Comme en 1983 – année de vote de la première loi sur l’avortement, où un seul prélat avait fait exception – les évêques d’Espagne n’ont pas directement entrepris le roi Juan Carlos sur la responsabilité qu’il portera en signant l’actuel projet socialiste s’il est adopté, comme c’est probable. Les hommes politiques catholiques ont été avertis : en votant un texte qui fait de l’avortement un droit jusqu’à 14 semaines de grossesse, ils commettent un faute grave qui les empêchera d’approcher de la communion tant qu’il n’auront pas confessé leur faute et qu’il ne se seront pas publiquement rétractés. Rien de tel n’a été officiellement déclaré à l’égard de Juan Carlos.
Mais la presse catholique et pro-vie espagnole – le laïcat qui su si bien rassembler un million et demi de personnes à Madrid en octobre – prend moins de précautions oratoires. Bien des journalistes et responsables ont interpellé le roi, tel Alex Rosal qui dans COPE supplie le roi d’Espagne de suivre l’exemple de Baudouin de Belgique, d’Henri de Luxembourg, du président Vazquez d’Uruguay en l’apportant pas la caution de sa signature à cette « loi atroce » :
« D’aucuns diront qu’il n’appartient pas au roi de “débattre” de la bonté ou de l’absence de bonté de cette future loi et que, quoi qu’il en soit, il est obligé de la signer sans rechigner. Je ne suis pas d’accord. Il appartient aussi au rou de “garder et de faire garder la Constitution” et cette loi porte atteinte au droit humain le plus fondamental qu’est la vie. Majesté, ne signez pas. Un petit geste de votre part aidera à sauver beaucoup de vies. »
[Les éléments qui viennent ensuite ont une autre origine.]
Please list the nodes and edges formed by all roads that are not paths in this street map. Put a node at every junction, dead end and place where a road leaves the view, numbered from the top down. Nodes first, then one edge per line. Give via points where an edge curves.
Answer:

De fait, la presse pro-avortement, accusant l’« ultradroite ecclésiastique » de s’attaquer au roi à travers ses « appendices médiatiques », fait observer que celui-ci, du fait de la Constitution espagnole, ne peut refuser de signer. Periodista Digital assure même qu’en 1983 le roi avait consulté le Saint-Siège qui avait bien compris que « l’ordonnancement juridique espagnol ne rend pas le roi responsale des lois émanant du Parlement où réside la souveraineté dans une monarchie parlementaire ».
Le journal cite ironiquement des militants pro-vie comme Ignacio Arsuaga, Gonzalo Altozano, José Javier Esparza, Manuel Morillo, Paco Segarra, Josep Miró i Ardevol et Eulogio López, entre autres, ces « apôtres de l’orthodoxie » qui en arrivent à « prophétiser que la Couronne, l’Etat, le gouvernement et l’Espagne tout entière se déferont plutôt à brève qu’à longue échéance dans un bain de sang innocent ».
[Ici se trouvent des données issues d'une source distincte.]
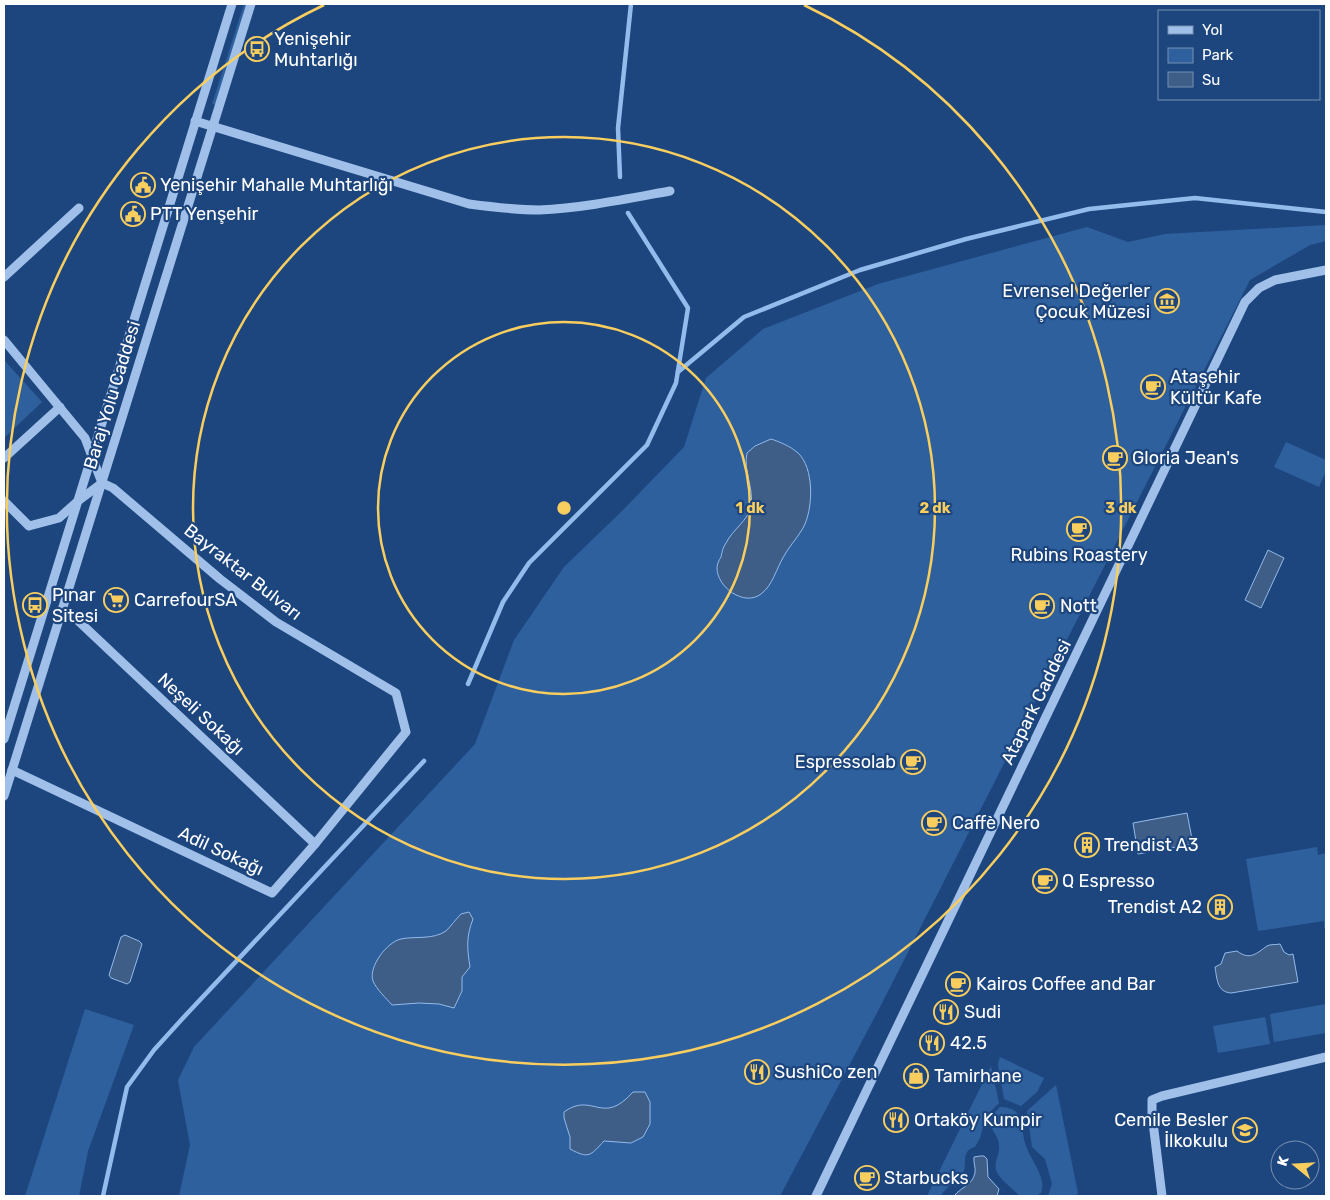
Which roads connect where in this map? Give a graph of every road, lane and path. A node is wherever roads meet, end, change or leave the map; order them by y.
1 (232, 4) edge
2 (252, 4) edge
3 (195, 121) junction
4 (212, 126) junction
5 (670, 191) dead end
6 (79, 208) dead end
7 (1326, 270) edge
8 (4, 277) edge
9 (4, 340) edge
10 (60, 407) junction
11 (93, 454) junction
12 (4, 458) edge
13 (102, 482) junction
14 (4, 501) edge
15 (78, 501) junction
16 (62, 612) junction
17 (396, 693) joint
18 (4, 739) edge
19 (12, 770) junction
20 (4, 796) edge
21 (315, 844) junction
22 (1326, 1057) edge
23 (816, 1196) edge
24 (1162, 1196) edge

1 - 3 street, Baraj Yolu Caddesi
2 - 4 street, Baraj Yolu Caddesi
3 - 4 street
3 - 11 street, Baraj Yolu Caddesi
4 - 5 street
4 - 13 street, Baraj Yolu Caddesi
6 - 8 street
7 - 23 street, Atapark Caddesi
9 - 10 street
10 - 11 street
10 - 12 street
11 - 13 street
11 - 15 street, Baraj Yolu Caddesi
13 - 15 street
13 - 16 street, Baraj Yolu Caddesi
13 - 17 street, Bayraktar Bulvarı
14 - 15 street
15 - 18 street, Baraj Yolu Caddesi
16 - 19 street, Baraj Yolu Caddesi
16 - 21 street, Neşeli Sokağı
17 - 21 street, Adil Sokağı
19 - 20 street, Baraj Yolu Caddesi
19 - 21 street, Adil Sokağı
22 - 24 street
On a trouvé des spécialistes en droit canonique pour expliquer que le roi n’a aucune possibilité de « sanctionner » une loi émanant du Parlement, qu’il ne porte aucune responsabilité à signer une loi puisque la Constitution l’y oblige en précisant qu’il n’a aucun « pouvoir de jugement, d’opinion ou de responsabilité » sur les lois tandis que le président du gouvernement, la plus haute autorité législative en l’occurrence, doit viser tous les actes du roi.
Voilà donc un roi qui ne peut même pas intervenir pour le bien de son peuple. Un figurant de luxe, bouche cousue et stylo tout prêt dans la main ? Et moi qui croyais qu’il était vertueux de s’opposer aux dictatures… Il est vrai que la dictature du relativisme fait exception : c’est la pire tyrannie de toutes, puisqu’elle réduit à rien le bien et le vrai.